Task item.
Copy out the lines below that hold the word "points".

Listed records.
──────────────────────────────

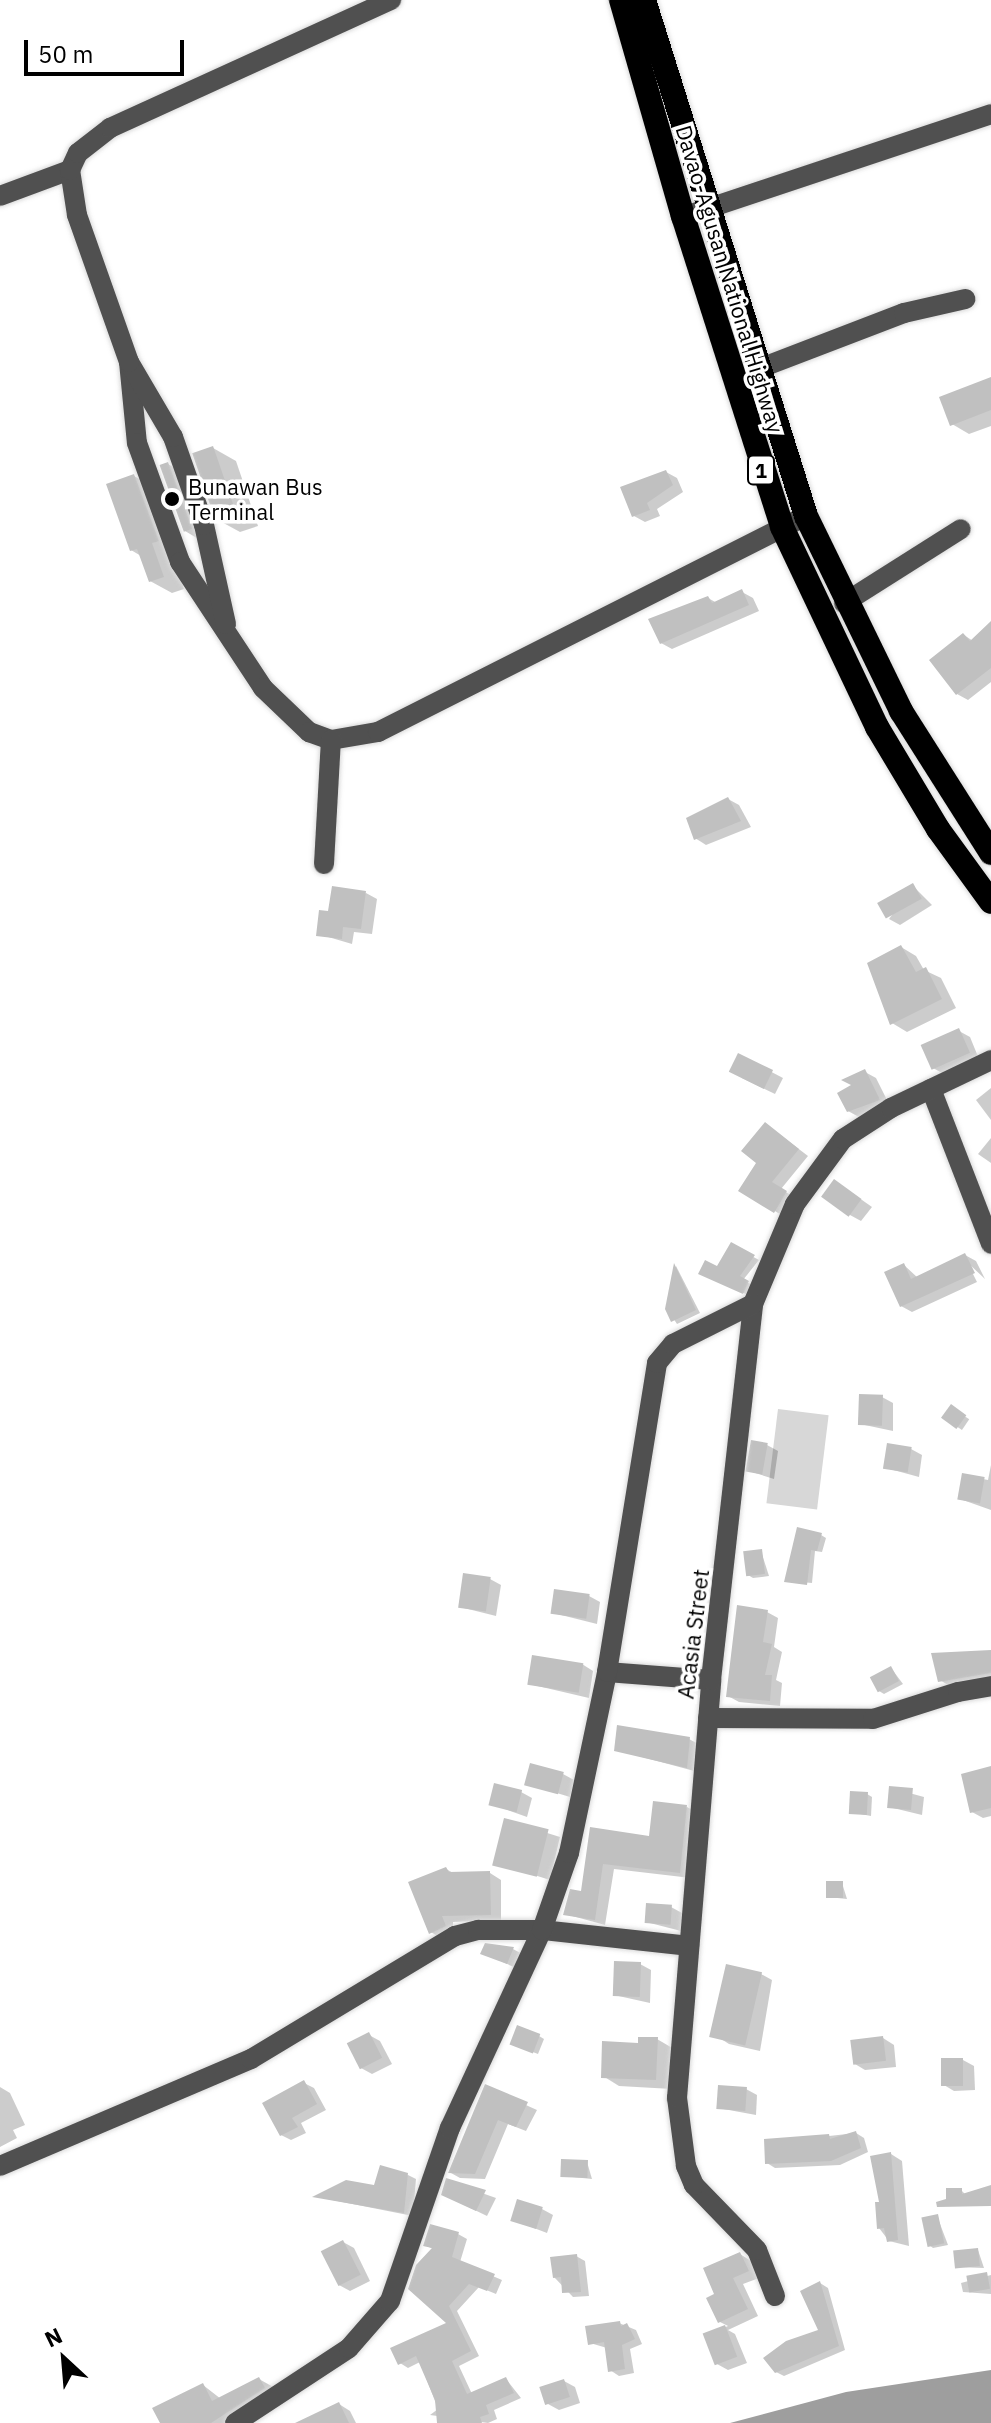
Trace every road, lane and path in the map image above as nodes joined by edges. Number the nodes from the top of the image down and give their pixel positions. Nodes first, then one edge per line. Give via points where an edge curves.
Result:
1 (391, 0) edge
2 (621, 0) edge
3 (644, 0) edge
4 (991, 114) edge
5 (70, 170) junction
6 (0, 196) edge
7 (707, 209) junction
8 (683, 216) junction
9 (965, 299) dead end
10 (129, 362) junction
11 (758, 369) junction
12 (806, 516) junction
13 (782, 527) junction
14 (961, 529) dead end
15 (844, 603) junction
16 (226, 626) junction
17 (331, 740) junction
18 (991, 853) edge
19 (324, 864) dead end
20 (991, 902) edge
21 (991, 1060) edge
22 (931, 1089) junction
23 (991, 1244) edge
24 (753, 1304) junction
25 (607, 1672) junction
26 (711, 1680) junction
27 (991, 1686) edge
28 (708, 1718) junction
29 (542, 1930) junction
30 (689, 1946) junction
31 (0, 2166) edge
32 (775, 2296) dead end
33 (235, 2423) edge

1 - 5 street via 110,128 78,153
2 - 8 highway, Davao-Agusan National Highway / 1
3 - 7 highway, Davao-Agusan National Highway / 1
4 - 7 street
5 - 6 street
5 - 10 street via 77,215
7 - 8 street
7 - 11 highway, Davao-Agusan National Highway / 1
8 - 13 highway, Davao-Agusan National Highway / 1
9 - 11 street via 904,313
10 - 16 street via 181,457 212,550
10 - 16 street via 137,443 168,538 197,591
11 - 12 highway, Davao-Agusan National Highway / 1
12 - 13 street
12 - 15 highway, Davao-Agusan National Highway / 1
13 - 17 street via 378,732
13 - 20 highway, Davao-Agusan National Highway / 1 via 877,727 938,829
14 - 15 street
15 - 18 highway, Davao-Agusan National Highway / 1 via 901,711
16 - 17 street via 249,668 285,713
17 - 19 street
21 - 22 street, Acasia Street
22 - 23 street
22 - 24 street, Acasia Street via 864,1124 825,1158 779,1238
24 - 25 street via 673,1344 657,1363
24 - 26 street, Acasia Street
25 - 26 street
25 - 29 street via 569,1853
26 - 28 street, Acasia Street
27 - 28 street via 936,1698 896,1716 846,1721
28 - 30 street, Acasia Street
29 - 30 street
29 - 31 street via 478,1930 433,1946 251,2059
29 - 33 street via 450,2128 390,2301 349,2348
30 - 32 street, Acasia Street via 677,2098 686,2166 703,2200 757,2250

──────────────────────────────

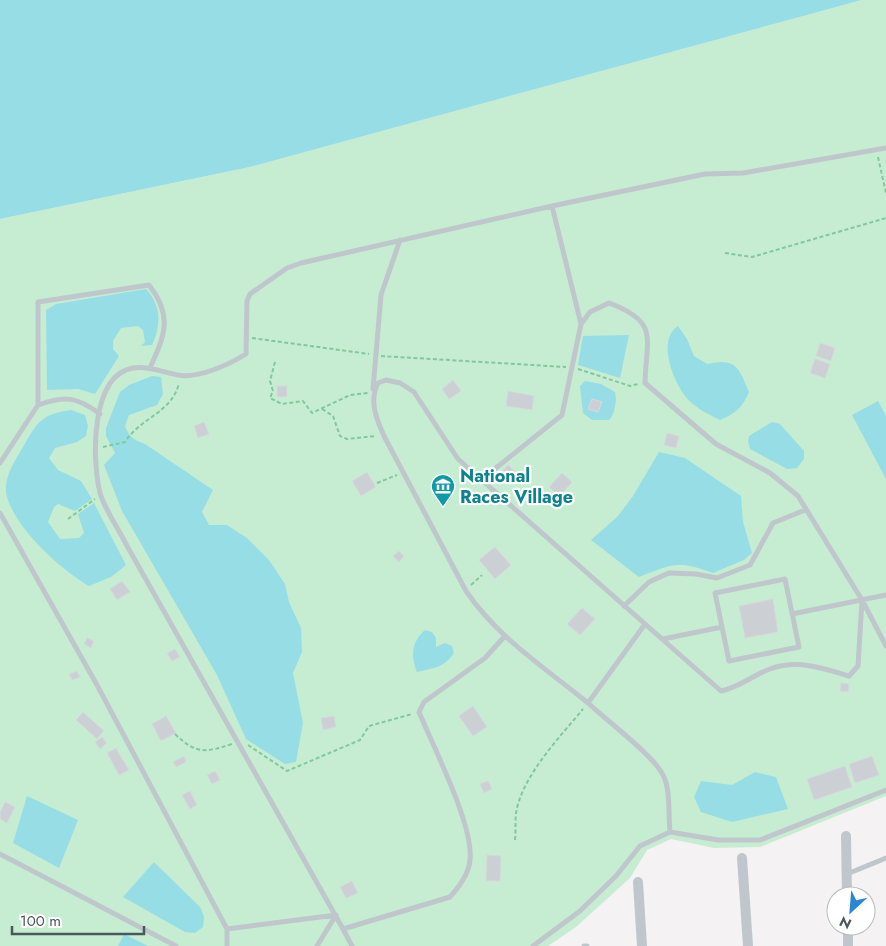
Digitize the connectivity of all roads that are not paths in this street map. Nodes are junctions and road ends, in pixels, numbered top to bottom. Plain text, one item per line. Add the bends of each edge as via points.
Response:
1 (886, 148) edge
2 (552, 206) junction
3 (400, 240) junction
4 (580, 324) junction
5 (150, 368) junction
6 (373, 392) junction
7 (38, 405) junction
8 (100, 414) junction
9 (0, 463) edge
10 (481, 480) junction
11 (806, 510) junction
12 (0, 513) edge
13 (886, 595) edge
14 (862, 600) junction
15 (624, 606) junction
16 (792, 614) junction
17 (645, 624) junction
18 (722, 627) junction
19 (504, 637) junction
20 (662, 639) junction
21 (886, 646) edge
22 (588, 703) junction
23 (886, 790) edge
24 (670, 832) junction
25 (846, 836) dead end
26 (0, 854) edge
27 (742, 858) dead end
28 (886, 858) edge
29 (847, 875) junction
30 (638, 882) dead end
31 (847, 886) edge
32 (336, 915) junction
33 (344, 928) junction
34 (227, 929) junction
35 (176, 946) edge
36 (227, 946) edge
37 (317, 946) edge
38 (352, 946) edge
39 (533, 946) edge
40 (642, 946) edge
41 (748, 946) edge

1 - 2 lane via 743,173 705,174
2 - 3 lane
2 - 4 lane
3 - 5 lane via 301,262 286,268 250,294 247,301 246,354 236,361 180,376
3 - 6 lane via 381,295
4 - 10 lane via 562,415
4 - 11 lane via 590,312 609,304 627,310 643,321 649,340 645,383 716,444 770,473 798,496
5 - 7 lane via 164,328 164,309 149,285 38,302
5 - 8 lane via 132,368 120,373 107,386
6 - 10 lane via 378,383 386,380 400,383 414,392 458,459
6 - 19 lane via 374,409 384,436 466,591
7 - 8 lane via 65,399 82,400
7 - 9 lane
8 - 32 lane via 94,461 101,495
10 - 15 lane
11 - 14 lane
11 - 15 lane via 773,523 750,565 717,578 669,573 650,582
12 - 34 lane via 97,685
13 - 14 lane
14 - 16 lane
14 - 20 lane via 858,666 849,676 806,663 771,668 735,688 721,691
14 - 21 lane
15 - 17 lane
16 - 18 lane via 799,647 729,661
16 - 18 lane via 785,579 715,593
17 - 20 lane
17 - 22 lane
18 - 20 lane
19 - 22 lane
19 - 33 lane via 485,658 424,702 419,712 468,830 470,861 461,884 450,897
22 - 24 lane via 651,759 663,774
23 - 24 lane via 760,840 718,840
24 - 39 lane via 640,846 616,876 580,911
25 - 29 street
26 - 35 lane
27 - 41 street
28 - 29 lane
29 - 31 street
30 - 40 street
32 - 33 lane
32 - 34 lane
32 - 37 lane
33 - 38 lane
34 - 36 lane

──────────────────────────────

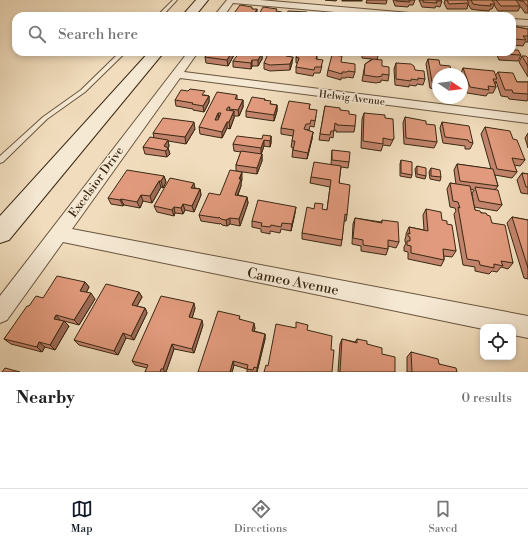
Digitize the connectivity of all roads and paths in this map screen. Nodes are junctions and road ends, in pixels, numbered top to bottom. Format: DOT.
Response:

──────────────────────────────

Answer to the exercise.
Trace every road, lane and path in the map image above as nodes joined by edges. Number the nodes from the top of the image down and give their pixel positions. Nodes first, then one edge per line. Give via points where an edge curves.
Digitize the connectivity of all roads that are not paths in this street map. Nodes are junctions and road ends, in pixels, numbered top to bottom. Plain text, one item per line. Add the bends of each edge as via points.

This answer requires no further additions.